Decided: May 13, 1976.

IN THE MATTER OF JAMES LOGAN, JR., AN ATTORNEY AT LAW


For reprimand -- Justices Mountain, Sullivan, Pashman, Clifford and Schreiber and Judge Conford. Opposed -- None.

Per Curiam

[70 NJ Page 224] James Logan, Jr., a member of the bar in this state, has been charged with violations of certain ethical standards in two separate proceedings, hereinafter referred to as the Liddell and Parmigiani matters. After hearings had been held on both matters, the Burlington County Ethics Committee submitted two presentments to this Court, in response to which we issued an order to show cause why the respondent should not be disbarred or otherwise disciplined with respect to each presentment. During the course of the proceedings, respondent moved to dismiss both charges on the basis of a general broadbased attack against disciplinary proceedings. We address ourselves initially to the motions.

I. THE MOTIONS TO DISMISS THE DISCIPLINARY PROCEEDINGS

The respondent charges that the disciplinary rules do not provide for a "fair or meaningful hearing as required by the rules of due process." It is contended that constitutional due process rights are violated because: (1) the Ethics Committee acts as "investigator, prosecutor, judge and jury"; (2) the respondent is denied the right to examine the investigative report and there are no available discovery rules; and (3) there are no appeals from determinations on motions or decisions of this Court.

Article 6, ยง 2, paragraph 3 of the Constitution confers "jurisdiction over the admission to the practice of law" and imposes the duty of disciplining persons so admitted on the Supreme Court. The Court's responsibility is to protect the public, purify the bar, and prevent recurrent deviations from the ethical standards which members of the bar must meet. In re Malanga, 45 N.J. 580, 584 (1965). In discharging this duty, the Court must exercise its powers with just and decent regard for all vital interests concerned, including those of the public, the bench, the bar and the individual respondents. In re Greenberg, 21 N.J. 213, 224-225 (1956).

The American Bar Association's ethical code has been substantially adopted by this Court as its Disciplinary Rules. Preliminary investigation, preparation of charges, and presentment of the matters to this Court have been entrusted primarily to ethics committees in each county. The respondent misconstrues the function of these committees and the manner in which they operate. These committees are agents of the Supreme Court. It is the Supreme Court which in the final analysis makes the factual findings, draws the legal conclusions, and determines the appropriate discipline. Chief Justice Vanderbilt in Toft v. Ketchum, 18 N.J. 280 (1955), delineated the procedure:

Proceedings may be instituted before the county ethics committee in one of three ways: filing of a complaint by some third person, on a committee's own motion, or at the direction of the Supreme Court. The matter is usually assigned to a committee member who investigates and submits a written report to the committee. Upon the filing of a complaint, service is made on the attorney who must file his answer within 10 days. R. 1:20-4(c). If there is "an indication of unethical or unprofessional conduct," the matter is set down for a hearing. R. 1:20-4(d). The respondent is notified of the time and place of the formal hearing, that he may be represented by counsel, that subpoenas will be furnished upon his request and that witnesses and other proof may be submitted at the hearing. R. 1:20-4(d).
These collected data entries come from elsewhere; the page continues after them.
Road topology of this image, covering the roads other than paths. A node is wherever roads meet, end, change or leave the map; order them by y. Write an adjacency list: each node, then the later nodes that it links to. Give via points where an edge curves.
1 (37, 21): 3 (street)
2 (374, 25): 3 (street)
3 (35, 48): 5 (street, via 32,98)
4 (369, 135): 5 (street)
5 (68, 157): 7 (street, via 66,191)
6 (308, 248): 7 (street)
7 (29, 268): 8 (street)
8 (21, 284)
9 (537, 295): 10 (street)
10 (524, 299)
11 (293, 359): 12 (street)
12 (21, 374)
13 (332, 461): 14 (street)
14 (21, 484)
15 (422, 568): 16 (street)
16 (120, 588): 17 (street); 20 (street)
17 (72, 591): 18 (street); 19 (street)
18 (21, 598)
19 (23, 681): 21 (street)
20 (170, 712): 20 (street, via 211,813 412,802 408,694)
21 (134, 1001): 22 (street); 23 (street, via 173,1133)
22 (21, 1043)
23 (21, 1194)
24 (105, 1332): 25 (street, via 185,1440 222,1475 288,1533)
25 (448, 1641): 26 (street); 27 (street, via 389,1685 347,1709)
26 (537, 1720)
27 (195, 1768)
The hearing is conducted in private. The attorney has a right to be present and to examine and cross-examine witnesses. R. 1:20-4(f). Strict rules of evidence do not apply. Id.

At the conclusion of the hearing, the committee submits its written findings and conclusions. If no unethical or unprofessional conduct is found, the complaint is dismissed and the report filed with the Administrative Director of the Courts. On the other hand, if its findings are adverse to the attorney, a presentment is prepared and submitted with

the transcript of the hearing and all the exhibits to the Supreme Court. R. 1:20-4(h). The Supreme Court reviews the file and decides whether further proceedings are warranted. If so, it issues an order to show cause directed to the respondent. R. 1:20-4(i). Briefs are filed and oral argument held. Id. The Supreme Court then makes its findings of fact and conclusions of law.

The respondent contends that the disciplinary process is equivalent to a criminal proceeding. But it is not. It is sui generis. In In re Ries, 131 N.J.L. 559 (Sup. Ct. 1944) the court described the function of the proceeding:

But the proceeding is not criminal in nature. It is an exercise of the summary disciplinary jurisdiction of this court over attorneys and counselors, as officers of the court. Strong & Sons v. Mundy, 52 N.J. Eq. 833. It is civil in character, or, perhaps, it is more accurate to say it is sui generis, for it partakes, essentially, of an inquiry to determine whether the delinquent practitioner is unworthy of the trust and confidence which attend the relationship of attorney and client. This is necessarily the basic consideration. The object of disciplinary proceedings is not alone to punish the attorney guilty of malpractice; the primary purposes are to compel the attorney to deal fairly and honestly with his client, and to determine whether he has, by his conduct, proved himself unfit to be entrusted with the duties and responsibilities of the office of attorney. In re Lentz, 65 N.J.L. 134. If it is thereby evident that there is such deficiency of character as disqualifies him for the confidence and trust inherent in the office, the public interest requires that he be ousted; and this wholly apart from any consideration of punishment. [ Id. at 562].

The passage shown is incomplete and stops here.